Package 'RAFS'

Title: Robust Aggregative Feature Selection
Description: A cross-validated minimal-optimal feature selection algorithm. It utilises popularity counting, hierarchical clustering with feature dissimilarity measures, and prefiltering with all-relevant feature selection method to obtain the minimal-optimal set of features.
Authors: Radosław Piliszek [aut, cre], Witold Remigiusz Rudnicki [ths, aut]
Maintainer: RadosÅ‚aw Piliszek <[email protected]>
License: GPL-3
Version: 0.2.4
Built: 2024-11-06 09:23:14 UTC
Source: CRAN

Help Index


All built-in feature dissimilarity functions

Description

To be used in run_rafs.

Usage

builtin_dist_funs

Format

An object of class list of length 5.

Details

See also default_dist_funs.


Compute preliminary feature selection results for RAFS

Description

This is a secondary function, useful when experimenting with different feature selection filters and rankings. Its output is used in run_rafs_with_fs_results and it is called for the user in run_rafs.

Usage

compute_fs_results(data, decision, k, seeds, fs_fun = default_fs_fun)

Arguments

data

input data where columns are variables and rows are observations (all numeric)

decision

decision variable as a binary sequence of length equal to number of observations

k

number of folds for internal cross validation

seeds

a vector of seeds used for fold generation for internal cross validation

fs_fun

function to compute feature selection p-values, it must have the same signature as default_fs_fun (which is the default, see its help to learn more)

Value

A list with feature selection results, e.g. from default_fs_fun.

Examples

library(MDFS)
mdfs_omp_set_num_threads(1)  # only to pass CRAN checks
data(madelon)
fs_results <- compute_fs_results(madelon$data, madelon$decision, 2, c(12345))
run_rafs_with_fs_results(madelon$data, madelon$decision, fs_results)

Feature dissimilarity based on Pearson's Correlation (cor)

Description

To be used as one of the dist_funs in run_rafs.

Usage

cor_dist(relevant_train_data, train_decision = NULL, seed = NULL)

Arguments

relevant_train_data

input data where columns are variables and rows are observations (all numeric); assumed to contain only relevant data

train_decision

decision variable as a binary sequence of length equal to number of observations

seed

a numerical seed

Value

A matrix of distances (dissimilarities).


Create seeded folds

Description

A utility function used in RAFS but useful also for external cross-validation.

Usage

create_seeded_folds(decision, k, seed)

Arguments

decision

decision variable as a binary sequence of length equal to number of observations

k

number of folds for cross validation

seed

a numerical seed

Value

A vector of folds. Each fold being a vector of selected indices.

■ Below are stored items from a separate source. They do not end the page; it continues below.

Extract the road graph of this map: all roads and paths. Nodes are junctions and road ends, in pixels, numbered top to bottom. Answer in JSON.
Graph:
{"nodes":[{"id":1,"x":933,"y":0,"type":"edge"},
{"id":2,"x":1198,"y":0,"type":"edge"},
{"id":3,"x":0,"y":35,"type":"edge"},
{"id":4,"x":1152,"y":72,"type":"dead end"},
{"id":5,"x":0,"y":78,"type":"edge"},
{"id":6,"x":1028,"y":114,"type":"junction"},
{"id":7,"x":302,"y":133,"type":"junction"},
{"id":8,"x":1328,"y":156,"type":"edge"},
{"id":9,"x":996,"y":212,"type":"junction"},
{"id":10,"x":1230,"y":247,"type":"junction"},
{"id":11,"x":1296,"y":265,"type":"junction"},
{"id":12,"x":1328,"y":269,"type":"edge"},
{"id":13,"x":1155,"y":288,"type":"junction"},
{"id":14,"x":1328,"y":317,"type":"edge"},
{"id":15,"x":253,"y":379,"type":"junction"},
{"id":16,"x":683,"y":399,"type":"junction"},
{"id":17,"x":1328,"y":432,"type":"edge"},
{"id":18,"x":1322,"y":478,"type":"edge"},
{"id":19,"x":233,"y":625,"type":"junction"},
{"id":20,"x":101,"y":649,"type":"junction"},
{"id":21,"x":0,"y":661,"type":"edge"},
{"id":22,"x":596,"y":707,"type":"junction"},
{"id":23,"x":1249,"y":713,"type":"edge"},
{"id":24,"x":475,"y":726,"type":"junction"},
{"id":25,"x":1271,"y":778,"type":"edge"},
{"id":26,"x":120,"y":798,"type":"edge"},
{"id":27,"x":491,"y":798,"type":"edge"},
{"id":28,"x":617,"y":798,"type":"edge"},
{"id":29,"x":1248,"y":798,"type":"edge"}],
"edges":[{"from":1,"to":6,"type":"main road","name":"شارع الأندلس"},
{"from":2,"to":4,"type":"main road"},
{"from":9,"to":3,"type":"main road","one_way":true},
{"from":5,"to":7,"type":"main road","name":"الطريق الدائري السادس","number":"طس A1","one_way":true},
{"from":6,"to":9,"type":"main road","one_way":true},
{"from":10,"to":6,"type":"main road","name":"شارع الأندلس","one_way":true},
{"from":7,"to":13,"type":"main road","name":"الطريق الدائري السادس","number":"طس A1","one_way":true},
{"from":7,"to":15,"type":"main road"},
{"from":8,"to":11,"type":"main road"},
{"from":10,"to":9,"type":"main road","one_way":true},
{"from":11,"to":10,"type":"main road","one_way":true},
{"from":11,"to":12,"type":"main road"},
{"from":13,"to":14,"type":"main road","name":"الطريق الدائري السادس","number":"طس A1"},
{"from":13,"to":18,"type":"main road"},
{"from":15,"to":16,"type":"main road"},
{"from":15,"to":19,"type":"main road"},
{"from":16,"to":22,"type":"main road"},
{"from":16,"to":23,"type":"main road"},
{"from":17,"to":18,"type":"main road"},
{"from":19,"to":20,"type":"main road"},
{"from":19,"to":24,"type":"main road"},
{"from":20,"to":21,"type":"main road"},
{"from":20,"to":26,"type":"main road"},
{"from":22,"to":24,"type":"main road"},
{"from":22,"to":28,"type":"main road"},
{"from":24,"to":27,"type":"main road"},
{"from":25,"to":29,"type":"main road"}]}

Default feature dissimilarity functions

Description

As used in run_rafs.

Usage

default_dist_funs

Format

An object of class list of length 3.

Details

The default functions compute: Pearson's correlation (cor: cor_dist), Variation of Information (vi: vi_dist) and Symmetric Target Information Gain (stig: stig_dist).

These functions follow a similar protocol to default_fs_fun. They expect the same input except for the assumption that the data passed in is relevant. Each of them outputs a matrix of distances (dissimilarities) between features.

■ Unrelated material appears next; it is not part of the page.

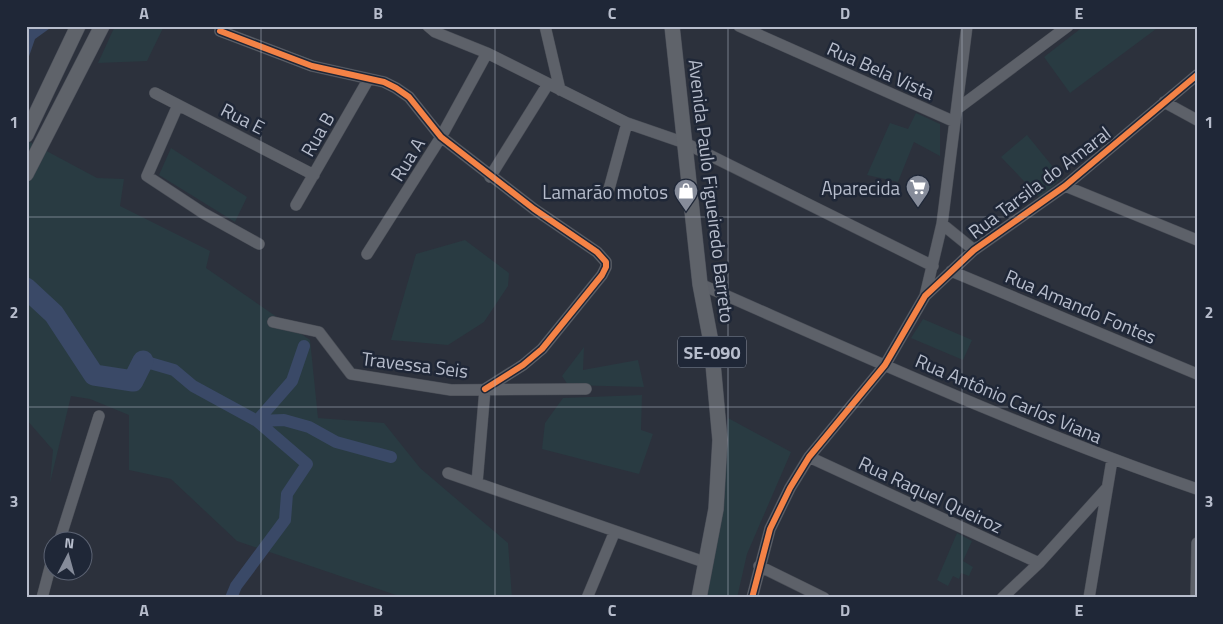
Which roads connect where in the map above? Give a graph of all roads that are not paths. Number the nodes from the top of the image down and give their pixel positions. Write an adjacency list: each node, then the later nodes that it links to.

See also builtin_dist_funs.


Default (example) feature selection function for RAFS

Description

See run_rafs for how it is used. Only the train portion of the dataset is to be fed into this function.

Usage

default_fs_fun(train_data, train_decision, seed)

Arguments

train_data

input data where columns are variables and rows are observations (all numeric)

train_decision

decision variable as a binary sequence of length equal to number of observations

seed

a numerical seed

Details

The function MUST use this train_data and MAY ignore the train_decision.

If the function depends on randomness, it MUST use the seed parameter to seed the PRNG.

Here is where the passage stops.